I picked up the delightful The Vanishing Act of Esme Lennox by Maggie O’Farrell at Barnes & Noble for a steal of $3.98. And while the book’s binding fell apart, this story held up.
Iris Lockhart runs a vintage dress shop, sleeps with a married man, and may be in love with her step-brother. As if that isn’t enough of a complicated life, she gets a phone call from a local mental asylum which is closing its doors. They have a patient whose records list Iris as the nearest relative, and arrangements need to be made for her. This woman is Esme Lennox, Iris’s grandmother Kitty’s sister, who was never mentioned to Iris or any of her family. Her grandmother Kitty has Alzheimer’s, and so Iris has power of attorney over Esme. Through Esme and Kitty, we are transported to the time when they were girls in India, and then Scotland. Her family sees Esme as too headstrong, too stubborn, and too spirited, characteristics which, at the time, were enough to institutionalize her at the age of 16. We are shown the rest of this story through the eyes of Iris, Esme, and Kitty.

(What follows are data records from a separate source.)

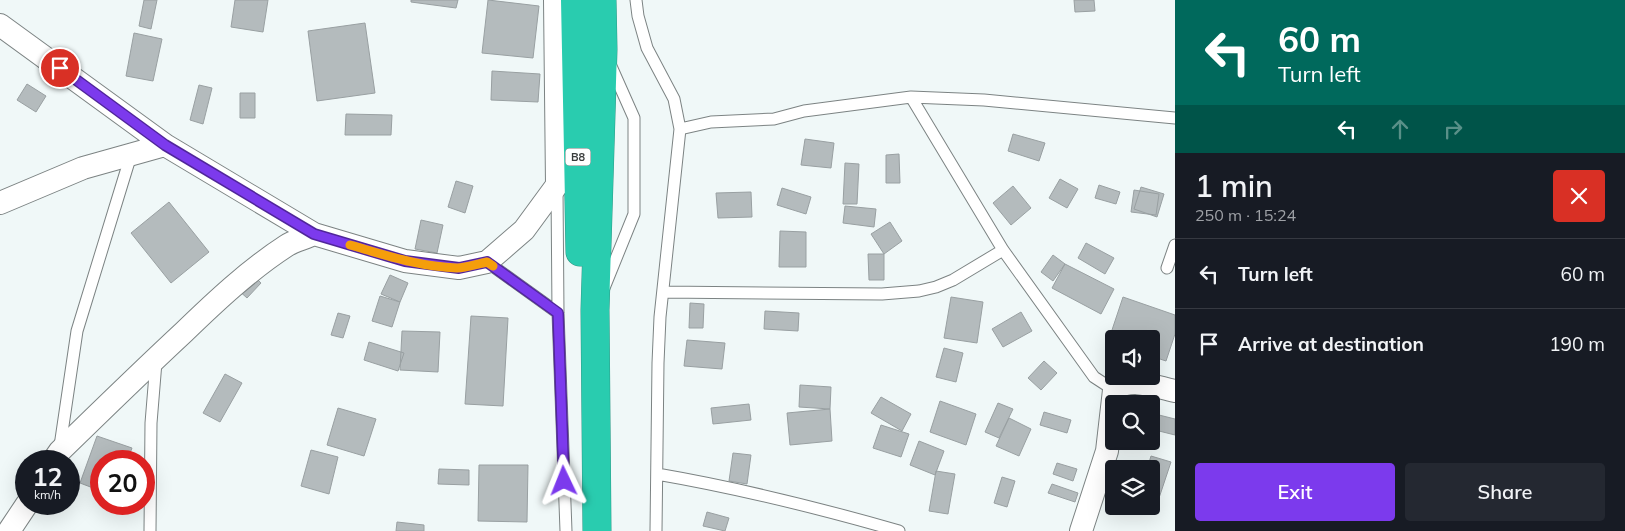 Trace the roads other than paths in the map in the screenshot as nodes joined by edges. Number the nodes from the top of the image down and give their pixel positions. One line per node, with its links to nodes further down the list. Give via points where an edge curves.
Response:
1 (555, 0): 12 (street)
2 (575, 0): 20 (highway, B8, via 580,275)
3 (602, 0): 6 (highway, B8)
4 (636, 0): 9 (lane, via 647,48 674,99)
5 (0, 25): 10 (street)
6 (603, 49): 20 (highway, B8); 20 (lane, via 634,118 634,214)
7 (911, 98): 8 (lane, via 984,100); 9 (lane, via 804,111 774,119 711,122); 16 (lane)
8 (1175, 118)
9 (680, 129): 19 (lane)
10 (165, 145): 11 (street); 14 (street)
11 (131, 155): 13 (street, via 83,168); 25 (lane, via 77,331)
12 (557, 185): 17 (street, via 524,230); 21 (lane)
13 (0, 204)
14 (314, 234): 17 (street, via 405,261 459,268); 22 (street, via 290,243 260,265)
15 (1175, 245): 18 (lane)
16 (1003, 250): 19 (lane, via 953,280 919,291 882,294); 23 (lane, via 1094,377)
17 (487, 262): 21 (lane)
18 (1167, 268)
19 (663, 292): 27 (lane)
20 (596, 310): 32 (highway, B8)
21 (558, 313): 31 (lane)
22 (156, 357): 26 (street); 30 (lane, via 150,423)
23 (1114, 390): 24 (street, via 1121,383 1139,383); 35 (street, via 1107,451)
24 (1175, 391)
25 (58, 450)
26 (63, 450)
27 (656, 474): 33 (lane); 34 (lane, via 822,509)
28 (20, 515): 29 (street)
29 (10, 531)
30 (150, 531)
31 (566, 531)
32 (597, 531)
33 (656, 531)
34 (899, 531)
35 (1081, 531)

I really enjoyed how each of the pieces of this story slowly came into one whole form. The writing was vibrant and original. I especially liked the sections told from the halting memories of Kitty. I had never read a narrative from the perspective of disjointed Alzheimer’s memories. Most modern women will see a part of themselves in strong-minded Esme, and we feel for Iris as she is forced to care for a relative who she didn’t know existed and who has been institutionalized for the past 60 years. This novel is tiny, and I think following these three women is an enjoyable way to spend an afternoon.